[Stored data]
........
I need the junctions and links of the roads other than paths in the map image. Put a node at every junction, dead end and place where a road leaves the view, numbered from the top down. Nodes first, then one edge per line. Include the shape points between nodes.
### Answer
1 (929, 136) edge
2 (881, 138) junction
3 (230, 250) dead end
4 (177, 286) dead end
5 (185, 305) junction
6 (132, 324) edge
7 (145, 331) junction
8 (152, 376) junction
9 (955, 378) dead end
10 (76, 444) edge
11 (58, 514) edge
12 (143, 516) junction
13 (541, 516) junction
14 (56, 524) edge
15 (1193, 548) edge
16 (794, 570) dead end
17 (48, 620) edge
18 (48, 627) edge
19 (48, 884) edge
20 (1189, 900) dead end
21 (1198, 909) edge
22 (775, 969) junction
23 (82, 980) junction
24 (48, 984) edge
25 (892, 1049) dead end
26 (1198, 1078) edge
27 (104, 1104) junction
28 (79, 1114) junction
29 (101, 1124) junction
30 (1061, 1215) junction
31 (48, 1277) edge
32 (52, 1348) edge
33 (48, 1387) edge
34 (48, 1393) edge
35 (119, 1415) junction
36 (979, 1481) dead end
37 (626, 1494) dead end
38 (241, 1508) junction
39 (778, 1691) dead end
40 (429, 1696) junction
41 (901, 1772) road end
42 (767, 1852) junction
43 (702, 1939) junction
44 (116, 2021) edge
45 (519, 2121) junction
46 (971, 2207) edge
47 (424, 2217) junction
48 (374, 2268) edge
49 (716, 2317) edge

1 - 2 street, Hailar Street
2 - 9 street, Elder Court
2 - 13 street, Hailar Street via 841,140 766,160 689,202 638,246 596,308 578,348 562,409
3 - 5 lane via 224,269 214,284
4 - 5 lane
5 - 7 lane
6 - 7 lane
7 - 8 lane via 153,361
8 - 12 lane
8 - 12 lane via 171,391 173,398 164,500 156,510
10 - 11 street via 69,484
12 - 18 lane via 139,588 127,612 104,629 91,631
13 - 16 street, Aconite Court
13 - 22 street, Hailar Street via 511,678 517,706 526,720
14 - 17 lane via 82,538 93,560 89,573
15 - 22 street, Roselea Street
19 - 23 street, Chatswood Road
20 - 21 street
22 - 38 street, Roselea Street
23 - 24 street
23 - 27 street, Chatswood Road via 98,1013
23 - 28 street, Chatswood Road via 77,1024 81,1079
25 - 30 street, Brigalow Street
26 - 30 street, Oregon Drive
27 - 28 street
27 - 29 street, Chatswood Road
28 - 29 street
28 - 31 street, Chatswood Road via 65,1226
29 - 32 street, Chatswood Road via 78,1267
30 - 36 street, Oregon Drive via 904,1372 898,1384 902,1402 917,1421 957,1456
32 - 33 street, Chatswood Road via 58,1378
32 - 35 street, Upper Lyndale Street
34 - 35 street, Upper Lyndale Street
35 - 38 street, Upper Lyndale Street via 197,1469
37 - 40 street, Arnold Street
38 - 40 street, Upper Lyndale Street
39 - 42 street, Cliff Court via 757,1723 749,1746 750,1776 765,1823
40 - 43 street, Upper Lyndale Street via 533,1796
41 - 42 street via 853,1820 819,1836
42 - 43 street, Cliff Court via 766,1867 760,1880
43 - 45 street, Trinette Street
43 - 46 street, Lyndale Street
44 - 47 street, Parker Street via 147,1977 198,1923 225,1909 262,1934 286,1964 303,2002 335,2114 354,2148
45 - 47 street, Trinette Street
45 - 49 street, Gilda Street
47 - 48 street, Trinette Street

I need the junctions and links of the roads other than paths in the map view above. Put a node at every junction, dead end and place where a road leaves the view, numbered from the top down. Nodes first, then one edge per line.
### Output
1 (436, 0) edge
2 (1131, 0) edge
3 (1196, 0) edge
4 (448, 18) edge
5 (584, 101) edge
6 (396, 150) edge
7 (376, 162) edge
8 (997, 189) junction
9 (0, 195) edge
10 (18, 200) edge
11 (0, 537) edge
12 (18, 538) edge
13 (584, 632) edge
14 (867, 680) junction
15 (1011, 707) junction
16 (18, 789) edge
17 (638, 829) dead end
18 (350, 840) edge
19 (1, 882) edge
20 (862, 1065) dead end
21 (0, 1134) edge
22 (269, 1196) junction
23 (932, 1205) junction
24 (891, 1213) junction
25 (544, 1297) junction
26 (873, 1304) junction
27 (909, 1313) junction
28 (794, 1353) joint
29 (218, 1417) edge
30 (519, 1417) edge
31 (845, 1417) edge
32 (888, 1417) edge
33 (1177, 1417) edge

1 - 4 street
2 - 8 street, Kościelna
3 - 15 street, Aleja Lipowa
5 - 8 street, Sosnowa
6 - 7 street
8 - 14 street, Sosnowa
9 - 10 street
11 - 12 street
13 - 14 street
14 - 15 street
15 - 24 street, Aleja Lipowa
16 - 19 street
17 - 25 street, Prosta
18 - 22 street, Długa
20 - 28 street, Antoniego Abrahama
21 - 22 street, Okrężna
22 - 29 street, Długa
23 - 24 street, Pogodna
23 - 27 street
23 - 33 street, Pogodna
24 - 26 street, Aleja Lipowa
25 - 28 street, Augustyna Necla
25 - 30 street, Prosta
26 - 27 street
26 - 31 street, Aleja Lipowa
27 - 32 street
........
Set the records above down again, exactly as they read.

> Your response
I need the junctions and links of the roads other than paths in the map image. Put a node at every junction, dead end and place where a road leaves the view, numbered from the top down. Nodes first, then one edge per line. Include the shape points between nodes.
### Answer
1 (929, 136) edge
2 (881, 138) junction
3 (230, 250) dead end
4 (177, 286) dead end
5 (185, 305) junction
6 (132, 324) edge
7 (145, 331) junction
8 (152, 376) junction
9 (955, 378) dead end
10 (76, 444) edge
11 (58, 514) edge
12 (143, 516) junction
13 (541, 516) junction
14 (56, 524) edge
15 (1193, 548) edge
16 (794, 570) dead end
17 (48, 620) edge
18 (48, 627) edge
19 (48, 884) edge
20 (1189, 900) dead end
21 (1198, 909) edge
22 (775, 969) junction
23 (82, 980) junction
24 (48, 984) edge
25 (892, 1049) dead end
26 (1198, 1078) edge
27 (104, 1104) junction
28 (79, 1114) junction
29 (101, 1124) junction
30 (1061, 1215) junction
31 (48, 1277) edge
32 (52, 1348) edge
33 (48, 1387) edge
34 (48, 1393) edge
35 (119, 1415) junction
36 (979, 1481) dead end
37 (626, 1494) dead end
38 (241, 1508) junction
39 (778, 1691) dead end
40 (429, 1696) junction
41 (901, 1772) road end
42 (767, 1852) junction
43 (702, 1939) junction
44 (116, 2021) edge
45 (519, 2121) junction
46 (971, 2207) edge
47 (424, 2217) junction
48 (374, 2268) edge
49 (716, 2317) edge

1 - 2 street, Hailar Street
2 - 9 street, Elder Court
2 - 13 street, Hailar Street via 841,140 766,160 689,202 638,246 596,308 578,348 562,409
3 - 5 lane via 224,269 214,284
4 - 5 lane
5 - 7 lane
6 - 7 lane
7 - 8 lane via 153,361
8 - 12 lane
8 - 12 lane via 171,391 173,398 164,500 156,510
10 - 11 street via 69,484
12 - 18 lane via 139,588 127,612 104,629 91,631
13 - 16 street, Aconite Court
13 - 22 street, Hailar Street via 511,678 517,706 526,720
14 - 17 lane via 82,538 93,560 89,573
15 - 22 street, Roselea Street
19 - 23 street, Chatswood Road
20 - 21 street
22 - 38 street, Roselea Street
23 - 24 street
23 - 27 street, Chatswood Road via 98,1013
23 - 28 street, Chatswood Road via 77,1024 81,1079
25 - 30 street, Brigalow Street
26 - 30 street, Oregon Drive
27 - 28 street
27 - 29 street, Chatswood Road
28 - 29 street
28 - 31 street, Chatswood Road via 65,1226
29 - 32 street, Chatswood Road via 78,1267
30 - 36 street, Oregon Drive via 904,1372 898,1384 902,1402 917,1421 957,1456
32 - 33 street, Chatswood Road via 58,1378
32 - 35 street, Upper Lyndale Street
34 - 35 street, Upper Lyndale Street
35 - 38 street, Upper Lyndale Street via 197,1469
37 - 40 street, Arnold Street
38 - 40 street, Upper Lyndale Street
39 - 42 street, Cliff Court via 757,1723 749,1746 750,1776 765,1823
40 - 43 street, Upper Lyndale Street via 533,1796
41 - 42 street via 853,1820 819,1836
42 - 43 street, Cliff Court via 766,1867 760,1880
43 - 45 street, Trinette Street
43 - 46 street, Lyndale Street
44 - 47 street, Parker Street via 147,1977 198,1923 225,1909 262,1934 286,1964 303,2002 335,2114 354,2148
45 - 47 street, Trinette Street
45 - 49 street, Gilda Street
47 - 48 street, Trinette Street

I need the junctions and links of the roads other than paths in the map view above. Put a node at every junction, dead end and place where a road leaves the view, numbered from the top down. Nodes first, then one edge per line.
### Output
1 (436, 0) edge
2 (1131, 0) edge
3 (1196, 0) edge
4 (448, 18) edge
5 (584, 101) edge
6 (396, 150) edge
7 (376, 162) edge
8 (997, 189) junction
9 (0, 195) edge
10 (18, 200) edge
11 (0, 537) edge
12 (18, 538) edge
13 (584, 632) edge
14 (867, 680) junction
15 (1011, 707) junction
16 (18, 789) edge
17 (638, 829) dead end
18 (350, 840) edge
19 (1, 882) edge
20 (862, 1065) dead end
21 (0, 1134) edge
22 (269, 1196) junction
23 (932, 1205) junction
24 (891, 1213) junction
25 (544, 1297) junction
26 (873, 1304) junction
27 (909, 1313) junction
28 (794, 1353) joint
29 (218, 1417) edge
30 (519, 1417) edge
31 (845, 1417) edge
32 (888, 1417) edge
33 (1177, 1417) edge

1 - 4 street
2 - 8 street, Kościelna
3 - 15 street, Aleja Lipowa
5 - 8 street, Sosnowa
6 - 7 street
8 - 14 street, Sosnowa
9 - 10 street
11 - 12 street
13 - 14 street
14 - 15 street
15 - 24 street, Aleja Lipowa
16 - 19 street
17 - 25 street, Prosta
18 - 22 street, Długa
20 - 28 street, Antoniego Abrahama
21 - 22 street, Okrężna
22 - 29 street, Długa
23 - 24 street, Pogodna
23 - 27 street
23 - 33 street, Pogodna
24 - 26 street, Aleja Lipowa
25 - 28 street, Augustyna Necla
25 - 30 street, Prosta
26 - 27 street
26 - 31 street, Aleja Lipowa
27 - 32 street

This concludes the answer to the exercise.